- _Description of the task_
Your answer needs to include each line of the records in which the string "Kwadenhoekweg" can be found.

====== Available records ======

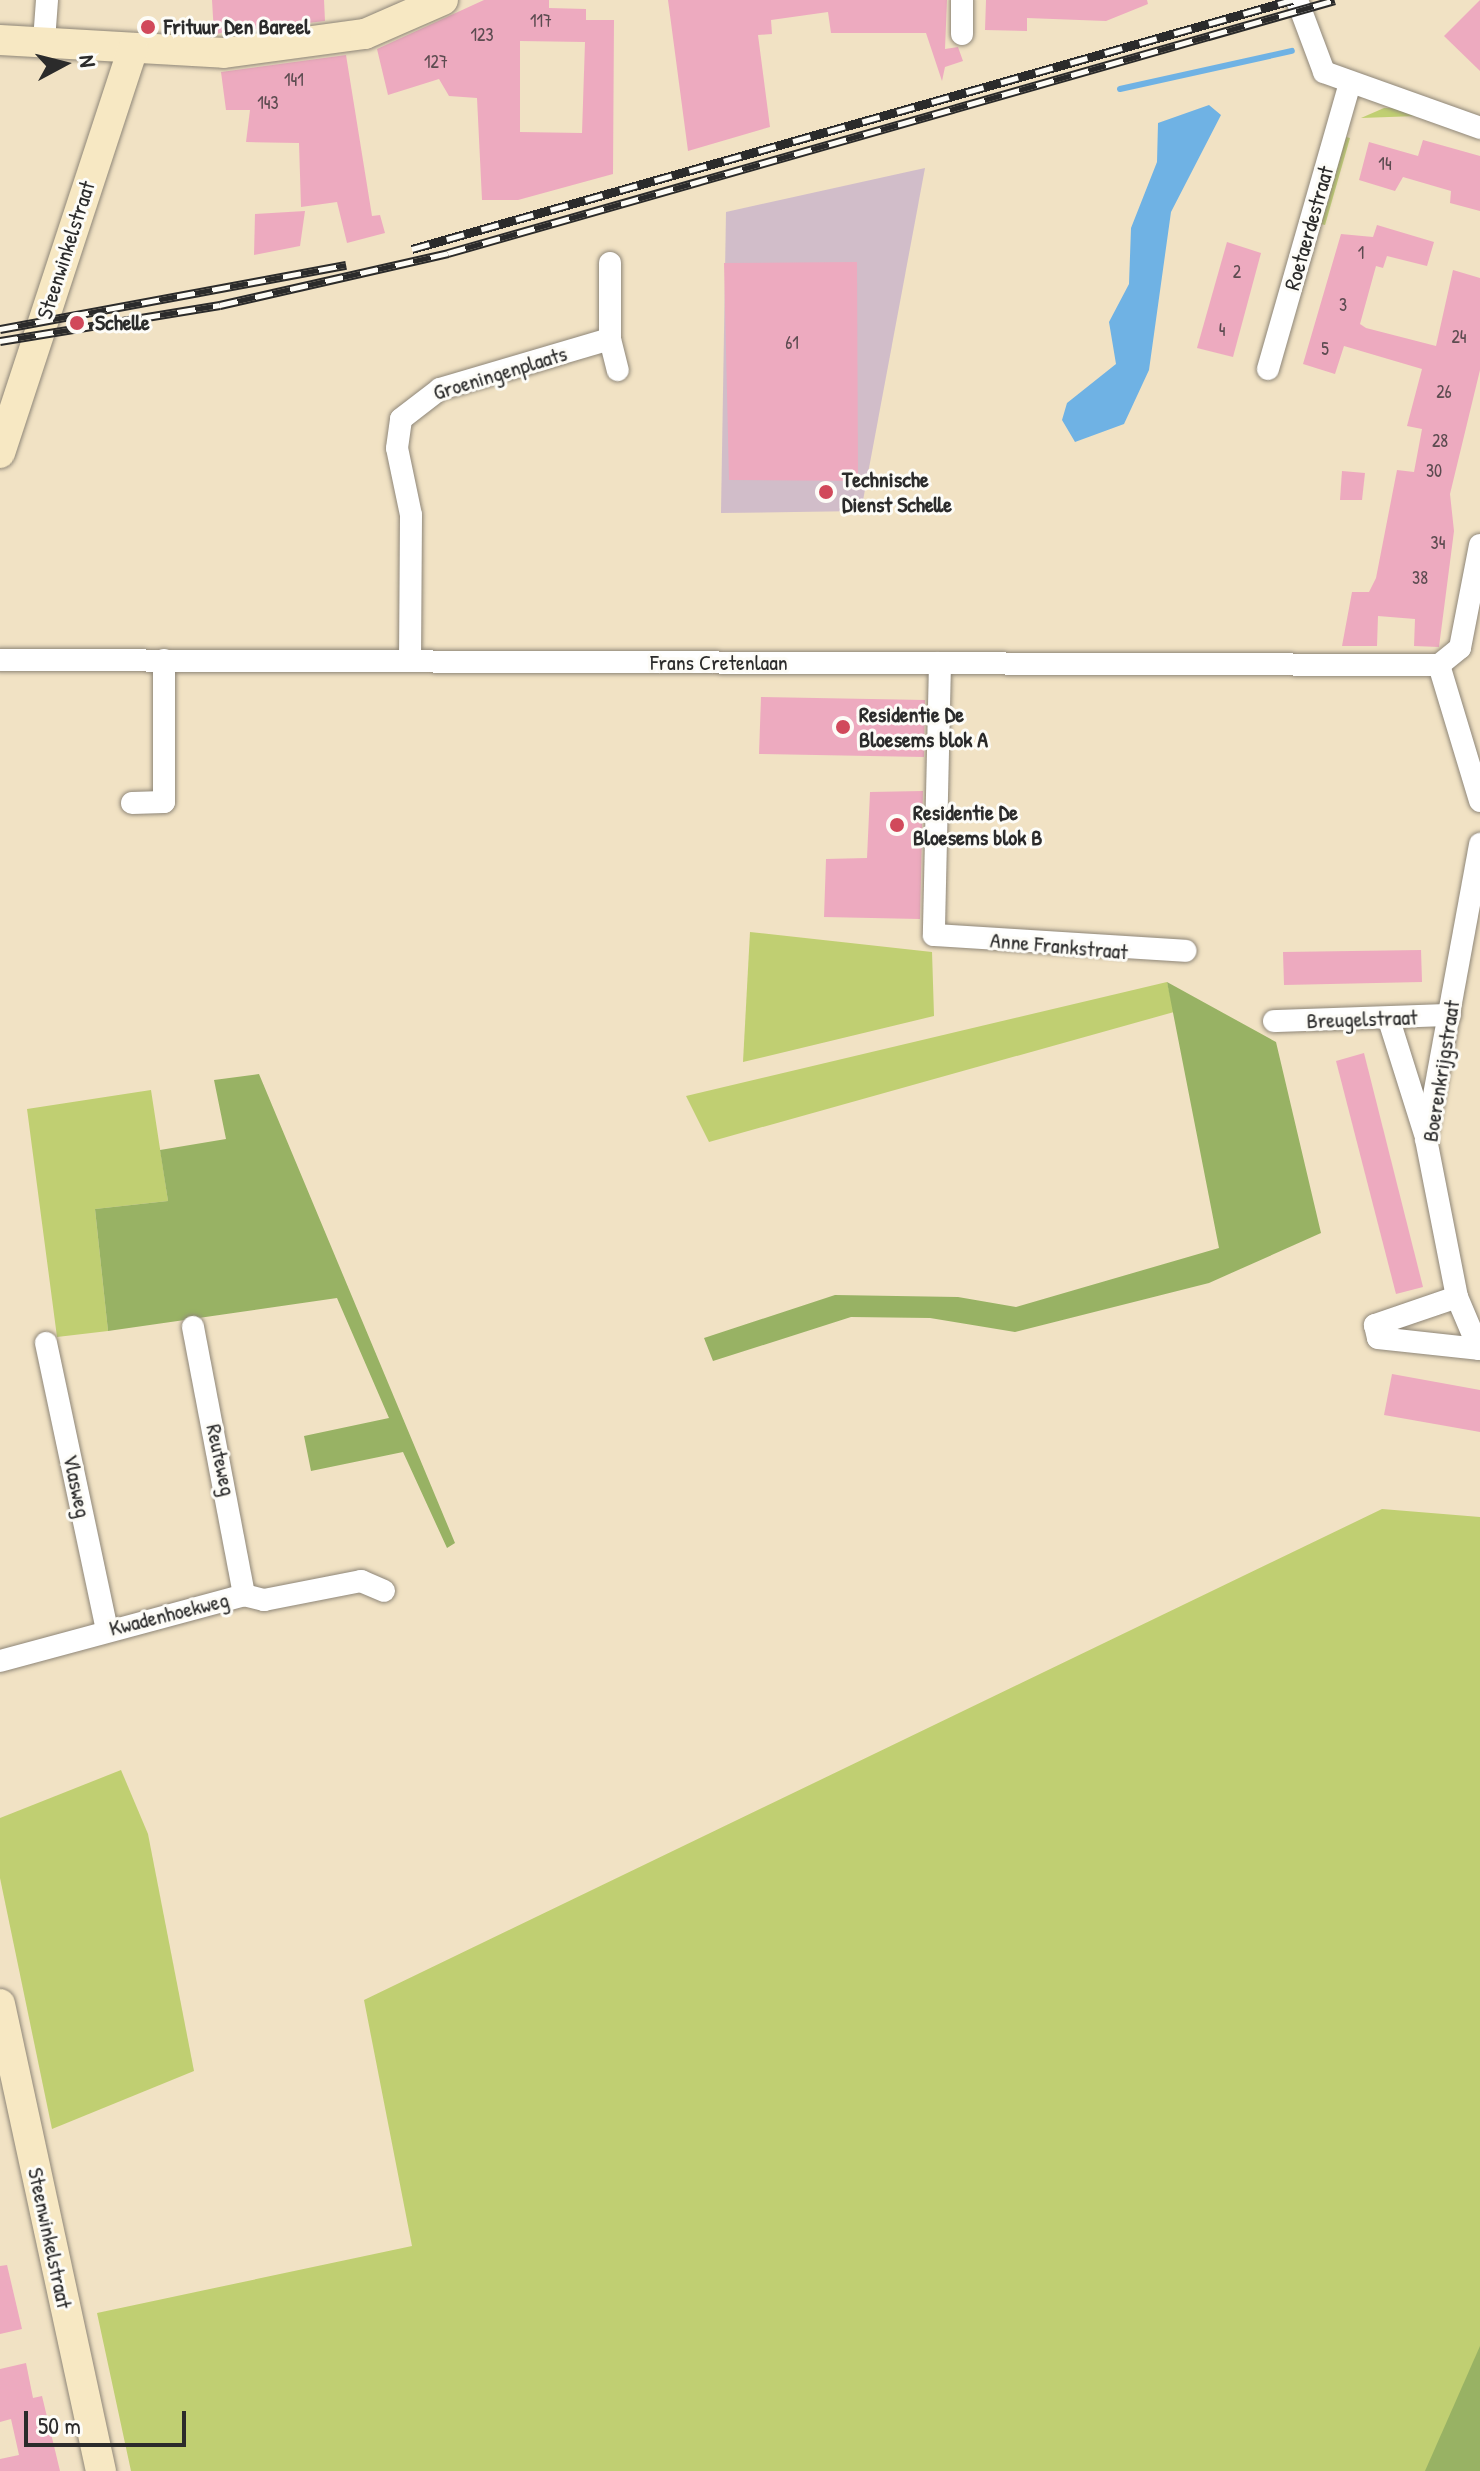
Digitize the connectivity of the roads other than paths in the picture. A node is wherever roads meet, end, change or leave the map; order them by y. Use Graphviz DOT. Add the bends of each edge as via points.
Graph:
graph roads {
  1 [pos="47,0"];
  2 [pos="443,0"];
  3 [pos="962,0"];
  4 [pos="1297,0"];
  5 [pos="962,34"];
  6 [pos="0,40"];
  7 [pos="44,41"];
  8 [pos="133,48"];
  9 [pos="1349,87"];
  10 [pos="1480,128"];
  11 [pos="610,263"];
  12 [pos="610,339"];
  13 [pos="1268,369"];
  14 [pos="618,370"];
  15 [pos="0,453"];
  16 [pos="1480,545"];
  17 [pos="0,660"];
  18 [pos="164,660"];
  19 [pos="410,660"];
  20 [pos="940,663"];
  21 [pos="1439,665"];
  22 [pos="1480,801"];
  23 [pos="132,803"];
  24 [pos="1480,844"];
  25 [pos="1185,951"];
  26 [pos="1450,1015"];
  27 [pos="1389,1020"];
  28 [pos="1274,1021"];
  29 [pos="1426,1139"];
  30 [pos="1457,1297"];
  31 [pos="193,1327"];
  32 [pos="46,1343"];
  33 [pos="1480,1349"];
  34 [pos="384,1591"];
  35 [pos="244,1595"];
  36 [pos="107,1630"];
  37 [pos="0,1661"];
  38 [pos="0,2004"];
  39 [pos="101,2471"];
  1 -- 7 [label="street"];
  2 -- 8 [label="street" via="365,34 224,53"];
  3 -- 5 [label="street"];
  4 -- 9 [label="street" via="1324,72"];
  6 -- 7 [label="street"];
  7 -- 8 [label="street"];
  8 -- 15 [label="street, Steenwinkelstraat"];
  9 -- 10 [label="street"];
  9 -- 13 [label="street, Roetaerdestraat"];
  11 -- 12 [label="street"];
  12 -- 14 [label="street"];
  12 -- 19 [label="street, Groeningenplaats" via="440,389 401,419 397,448 411,515"];
  16 -- 21 [label="street" via="1460,648"];
  17 -- 18 [label="street, Frans Cretenlaan"];
  18 -- 19 [label="street, Frans Cretenlaan"];
  18 -- 23 [label="street" via="164,802"];
  19 -- 20 [label="street, Frans Cretenlaan"];
  20 -- 21 [label="street, Frans Cretenlaan"];
  20 -- 25 [label="street, Anne Frankstraat" via="934,935"];
  21 -- 22 [label="street"];
  24 -- 26 [label="street, Boerenkrijgstraat"];
  26 -- 27 [label="street, Breugelstraat"];
  26 -- 29 [label="street, Boerenkrijgstraat"];
  27 -- 28 [label="street, Breugelstraat"];
  27 -- 29 [label="street"];
  29 -- 30 [label="street, Boerenkrijgstraat"];
  30 -- 33 [label="street, Boerenkrijgstraat"];
  30 -- 33 [label="street" via="1375,1325 1378,1338"];
  31 -- 35 [label="street, Reuteweg"];
  32 -- 36 [label="street, Vlasweg"];
  34 -- 35 [label="street, Kwadenhoekweg" via="361,1581 264,1600"];
  35 -- 36 [label="street, Kwadenhoekweg"];
  36 -- 37 [label="street, Kwadenhoekweg"];
  38 -- 39 [label="street, Steenwinkelstraat"];
}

======

- _Result for this task_
  34 -- 35 [label="street, Kwadenhoekweg" via="361,1581 264,1600"];
  35 -- 36 [label="street, Kwadenhoekweg"];
  36 -- 37 [label="street, Kwadenhoekweg"];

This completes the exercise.